- _Aim of the exercise_: Consider the listing below. Extract exactly the lines from the line containing "wrist: (439, 652)" to the line containing "middle mcp: (771, 223)", both included.
- - -
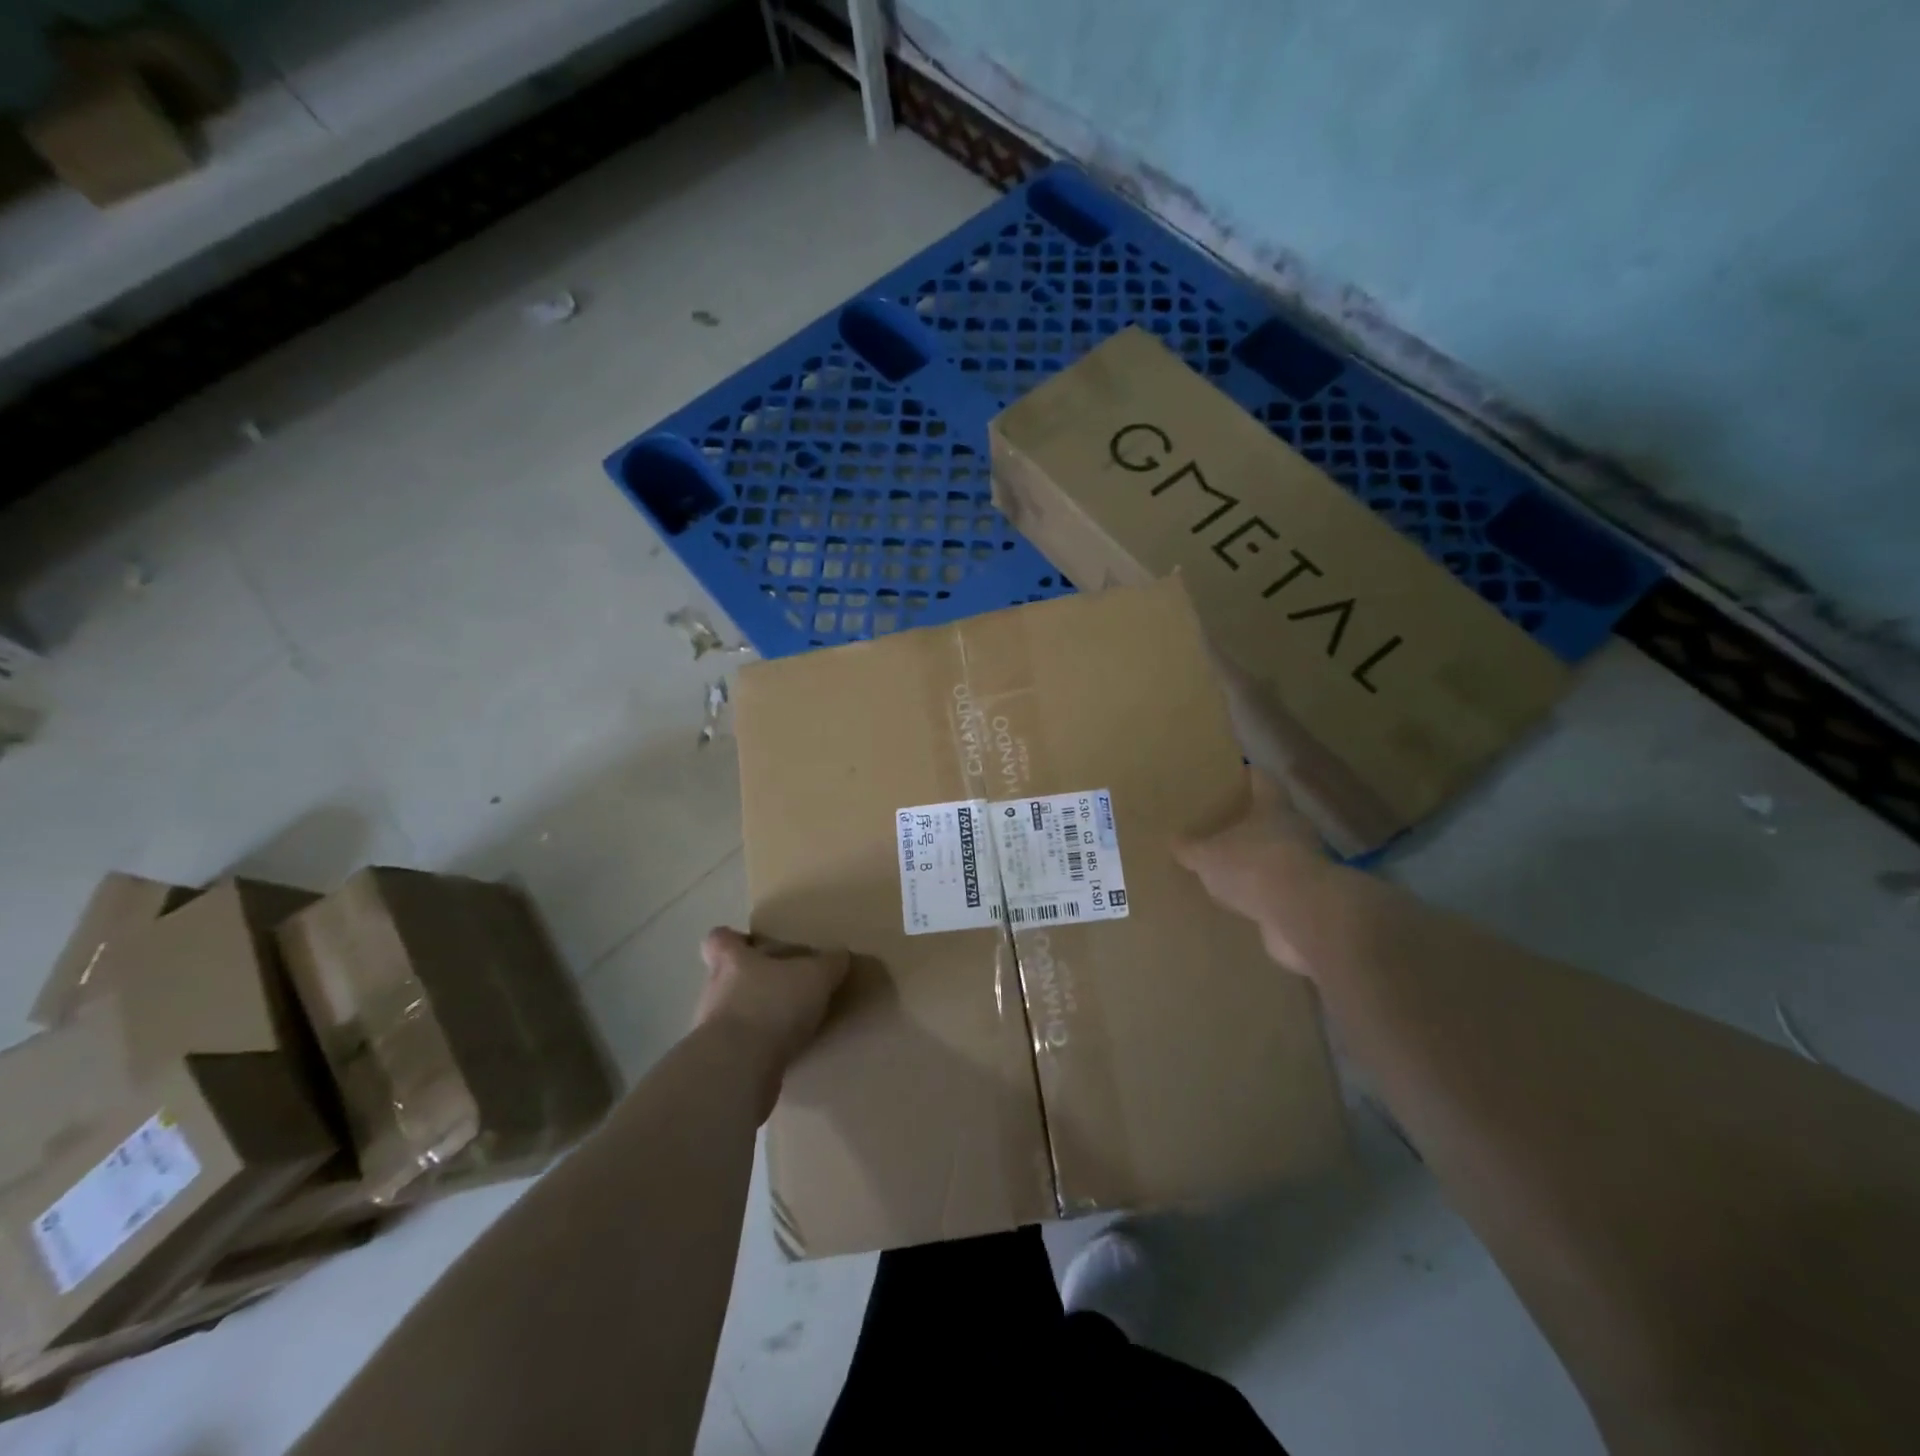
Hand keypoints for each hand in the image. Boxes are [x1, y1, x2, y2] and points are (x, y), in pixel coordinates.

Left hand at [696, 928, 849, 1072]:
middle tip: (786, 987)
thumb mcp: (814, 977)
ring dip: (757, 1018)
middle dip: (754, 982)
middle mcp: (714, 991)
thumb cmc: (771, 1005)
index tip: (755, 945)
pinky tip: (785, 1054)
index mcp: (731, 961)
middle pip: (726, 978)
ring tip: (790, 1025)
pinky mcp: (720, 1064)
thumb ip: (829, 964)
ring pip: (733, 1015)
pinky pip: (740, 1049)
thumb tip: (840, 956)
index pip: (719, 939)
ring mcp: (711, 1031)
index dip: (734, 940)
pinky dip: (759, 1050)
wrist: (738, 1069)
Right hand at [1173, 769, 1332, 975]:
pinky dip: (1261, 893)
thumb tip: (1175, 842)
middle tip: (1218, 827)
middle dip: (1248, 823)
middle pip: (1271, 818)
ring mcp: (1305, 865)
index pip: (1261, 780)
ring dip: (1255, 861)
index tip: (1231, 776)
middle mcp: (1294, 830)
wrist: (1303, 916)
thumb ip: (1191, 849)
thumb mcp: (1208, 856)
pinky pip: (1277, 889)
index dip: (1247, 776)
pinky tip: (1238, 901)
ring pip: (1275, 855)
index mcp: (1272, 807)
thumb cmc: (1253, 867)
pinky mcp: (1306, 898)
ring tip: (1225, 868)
- - -
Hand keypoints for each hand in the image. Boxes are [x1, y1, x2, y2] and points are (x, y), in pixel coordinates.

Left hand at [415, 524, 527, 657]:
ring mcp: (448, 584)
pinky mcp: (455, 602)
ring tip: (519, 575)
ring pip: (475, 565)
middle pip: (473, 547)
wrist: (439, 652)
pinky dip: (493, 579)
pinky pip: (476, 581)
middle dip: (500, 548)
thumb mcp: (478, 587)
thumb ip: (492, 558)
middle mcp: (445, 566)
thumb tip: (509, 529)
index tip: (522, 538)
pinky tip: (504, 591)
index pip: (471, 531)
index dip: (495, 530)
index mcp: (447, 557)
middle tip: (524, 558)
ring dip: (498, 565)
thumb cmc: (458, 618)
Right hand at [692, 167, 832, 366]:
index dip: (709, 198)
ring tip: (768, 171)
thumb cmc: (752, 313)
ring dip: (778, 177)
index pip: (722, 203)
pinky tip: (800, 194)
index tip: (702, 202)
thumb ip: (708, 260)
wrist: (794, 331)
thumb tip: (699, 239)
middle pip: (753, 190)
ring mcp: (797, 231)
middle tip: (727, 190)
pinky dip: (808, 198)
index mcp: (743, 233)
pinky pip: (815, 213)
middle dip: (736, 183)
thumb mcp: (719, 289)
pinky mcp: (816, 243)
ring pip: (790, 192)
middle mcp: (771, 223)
- - -
- _Response box_:
wrist: (439, 652)
pinky dip: (493, 579)
pinky pip: (476, 581)
middle dip: (500, 548)
thumb mcp: (478, 587)
thumb ip: (492, 558)
middle mcp: (445, 566)
thumb tip: (509, 529)
index tip: (522, 538)
pinky tip: (504, 591)
index pip: (471, 531)
index dip: (495, 530)
index mcp: (447, 557)
middle tip: (524, 558)
ring dip: (498, 565)
thumb cmc: (458, 618)
Right hand at [692, 167, 832, 366]:
index dip: (709, 198)
ring tip: (768, 171)
thumb cmc: (752, 313)
ring dip: (778, 177)
index pip: (722, 203)
pinky tip: (800, 194)
index tip: (702, 202)
thumb ip: (708, 260)
wrist: (794, 331)
thumb tip: (699, 239)
middle pip: (753, 190)
ring mcp: (797, 231)
middle tip: (727, 190)
pinky dip: (808, 198)
index mcp: (743, 233)
pinky pip: (815, 213)
middle dip: (736, 183)
thumb mcp: (719, 289)
pinky mcp: (816, 243)
ring pip: (790, 192)
middle mcp: (771, 223)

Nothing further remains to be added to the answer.